Search the entries for the word "Berliner". Copy each line in which it is found.

Stored data entries
++++++++++++++++++++

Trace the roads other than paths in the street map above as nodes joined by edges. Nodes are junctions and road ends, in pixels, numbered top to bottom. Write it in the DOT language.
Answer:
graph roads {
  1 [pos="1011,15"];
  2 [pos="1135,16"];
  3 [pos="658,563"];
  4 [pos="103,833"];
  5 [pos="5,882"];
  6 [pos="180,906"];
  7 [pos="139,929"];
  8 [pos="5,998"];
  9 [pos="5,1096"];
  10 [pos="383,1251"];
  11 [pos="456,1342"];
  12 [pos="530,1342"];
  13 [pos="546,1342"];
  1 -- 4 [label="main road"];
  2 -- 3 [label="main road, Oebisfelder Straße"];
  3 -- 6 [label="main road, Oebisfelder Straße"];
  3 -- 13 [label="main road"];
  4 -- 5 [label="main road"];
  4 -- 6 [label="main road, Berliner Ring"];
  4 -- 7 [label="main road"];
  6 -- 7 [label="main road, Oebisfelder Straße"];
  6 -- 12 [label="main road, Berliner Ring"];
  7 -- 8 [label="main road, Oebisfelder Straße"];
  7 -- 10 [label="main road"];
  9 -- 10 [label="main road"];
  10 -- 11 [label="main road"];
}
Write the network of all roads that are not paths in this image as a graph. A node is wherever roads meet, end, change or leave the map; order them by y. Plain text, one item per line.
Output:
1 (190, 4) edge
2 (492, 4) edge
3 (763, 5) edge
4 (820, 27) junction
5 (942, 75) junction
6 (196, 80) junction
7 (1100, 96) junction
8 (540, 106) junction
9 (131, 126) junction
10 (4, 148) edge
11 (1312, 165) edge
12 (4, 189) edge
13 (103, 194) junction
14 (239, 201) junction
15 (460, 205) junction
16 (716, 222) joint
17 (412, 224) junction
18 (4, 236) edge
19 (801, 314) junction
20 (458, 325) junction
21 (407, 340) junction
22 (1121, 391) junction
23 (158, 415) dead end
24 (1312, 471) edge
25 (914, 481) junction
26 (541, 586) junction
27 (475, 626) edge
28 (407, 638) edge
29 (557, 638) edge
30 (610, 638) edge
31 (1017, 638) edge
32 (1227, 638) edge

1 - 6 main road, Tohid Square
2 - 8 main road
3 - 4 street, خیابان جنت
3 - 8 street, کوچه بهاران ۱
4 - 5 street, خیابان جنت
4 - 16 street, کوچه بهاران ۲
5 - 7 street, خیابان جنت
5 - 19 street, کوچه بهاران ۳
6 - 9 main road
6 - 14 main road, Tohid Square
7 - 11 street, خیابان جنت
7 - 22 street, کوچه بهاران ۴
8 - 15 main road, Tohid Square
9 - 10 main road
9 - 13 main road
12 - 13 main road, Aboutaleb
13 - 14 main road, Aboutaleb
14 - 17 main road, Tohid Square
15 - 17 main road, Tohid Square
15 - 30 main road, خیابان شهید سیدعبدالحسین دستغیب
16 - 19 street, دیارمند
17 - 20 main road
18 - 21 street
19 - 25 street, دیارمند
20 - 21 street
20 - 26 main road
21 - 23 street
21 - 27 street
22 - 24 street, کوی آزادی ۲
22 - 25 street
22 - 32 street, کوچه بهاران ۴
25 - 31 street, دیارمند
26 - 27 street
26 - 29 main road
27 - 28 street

++++++++++++++++++++

ANSWER TO THE EXERCISE:
  4 -- 6 [label="main road, Berliner Ring"];
  6 -- 12 [label="main road, Berliner Ring"];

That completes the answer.